In this tutorial, we demonstrate how to implement Bolus doses in PumasQSP Trial objects.

Dosing features in PumasQSP

The Bolus dose forms part of a broader dosing suite including PeriodicBolus dosing, Infusion dosing and PeriodicInfusion dosing (For more details see API section). This tutorial assumes that you have read the getting started tutorial.

Julia environment

For this tutorial we will need the following packages:

PumasQSPPumasQSP is used to formulate the trial and inverse problem.
CatalystSymbolic modeling package for simulation of chemical reaction networks leveraging ModelingToolkit.
PlotsThis is the plotting and visualization library used for this tutorial.

First we prepare the environment by listing the packages we are using within the example.

using PumasQSP
using Catalyst
using Plots

Model setup

We use the following compartment model with two species and two parameters.
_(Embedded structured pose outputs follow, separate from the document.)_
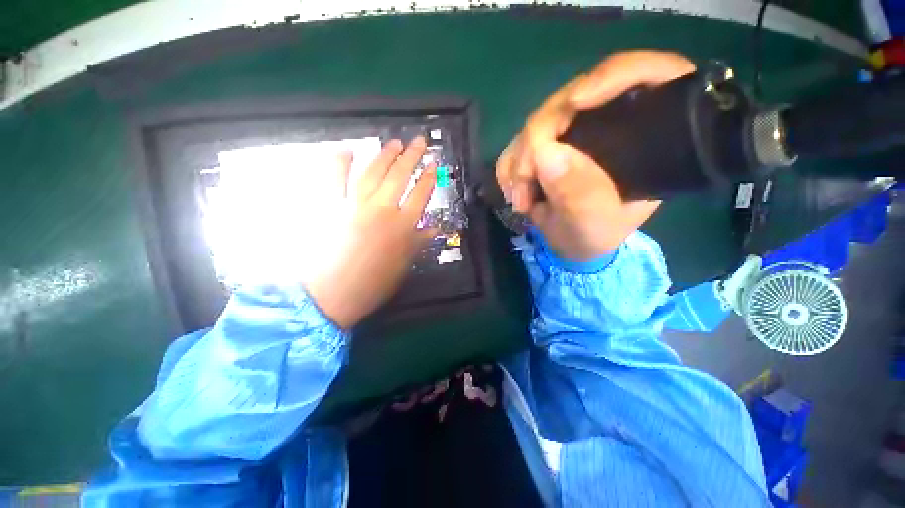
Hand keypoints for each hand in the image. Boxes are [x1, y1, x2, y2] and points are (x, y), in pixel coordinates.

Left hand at [305, 137, 435, 329]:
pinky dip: (340, 162)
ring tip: (394, 143)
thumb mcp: (403, 265)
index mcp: (403, 226)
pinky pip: (335, 179)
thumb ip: (418, 242)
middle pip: (400, 176)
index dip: (429, 178)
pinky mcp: (331, 206)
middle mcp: (382, 210)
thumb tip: (434, 228)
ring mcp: (355, 205)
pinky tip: (347, 150)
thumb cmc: (374, 283)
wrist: (333, 294)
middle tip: (419, 141)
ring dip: (385, 155)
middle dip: (412, 157)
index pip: (420, 195)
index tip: (434, 164)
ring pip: (373, 172)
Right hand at [496, 50, 695, 260]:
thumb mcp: (594, 225)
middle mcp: (610, 123)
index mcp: (647, 134)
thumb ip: (578, 195)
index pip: (651, 75)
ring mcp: (573, 130)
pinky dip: (510, 166)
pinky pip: (518, 141)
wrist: (569, 243)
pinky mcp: (545, 142)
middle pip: (573, 97)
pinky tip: (515, 191)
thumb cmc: (593, 236)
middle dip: (539, 138)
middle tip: (525, 182)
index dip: (615, 75)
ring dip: (519, 159)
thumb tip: (545, 151)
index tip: (575, 103)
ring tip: (521, 200)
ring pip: (538, 120)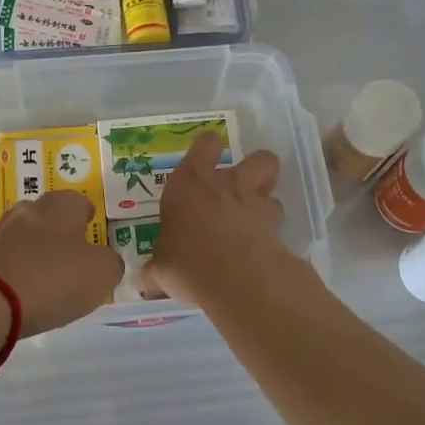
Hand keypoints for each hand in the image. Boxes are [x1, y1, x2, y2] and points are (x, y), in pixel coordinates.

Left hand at [0, 191, 122, 336]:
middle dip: (62, 235)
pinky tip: (25, 294)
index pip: (80, 202)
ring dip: (38, 254)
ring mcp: (0, 232)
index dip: (90, 220)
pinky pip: (9, 260)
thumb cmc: (53, 279)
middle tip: (75, 262)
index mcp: (60, 205)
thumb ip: (111, 262)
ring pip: (27, 238)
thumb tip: (104, 260)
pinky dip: (19, 272)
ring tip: (50, 282)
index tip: (95, 240)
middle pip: (51, 217)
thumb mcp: (102, 273)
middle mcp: (28, 210)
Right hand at [140, 132, 286, 302]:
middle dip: (254, 169)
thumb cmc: (186, 262)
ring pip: (272, 187)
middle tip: (239, 191)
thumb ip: (156, 269)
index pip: (206, 144)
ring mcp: (255, 204)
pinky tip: (259, 251)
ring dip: (265, 199)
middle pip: (258, 157)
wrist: (237, 280)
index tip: (203, 162)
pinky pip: (277, 223)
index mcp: (190, 181)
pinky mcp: (277, 229)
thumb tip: (147, 280)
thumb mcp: (159, 269)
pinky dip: (271, 233)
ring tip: (251, 222)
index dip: (208, 149)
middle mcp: (226, 184)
We define it as a @reaction_network of Catalyst.jl and subsequently convert it to a ODESystem of ModelingToolkit.jl.

rn = @reaction_network begin
  # Define model
  @species skin(t) = 0.0 body(t) = 0.0
  @parameters kabs = 2.0 kelim = 1.0
  kabs, skin --> body
  kelim, body --> ∅
model  = convert(ODESystem, rn)

\[ \begin{align} \frac{\mathrm{d} \mathrm{skin}\left( t \right)}{\mathrm{d}t} =& - kabs \mathrm{skin}\left( t \right) \\ \frac{\mathrm{d} \mathrm{body}\left( t \right)}{\mathrm{d}t} =& kabs \mathrm{skin}\left( t \right) - kelim \mathrm{body}\left( t \right) \end{align} \]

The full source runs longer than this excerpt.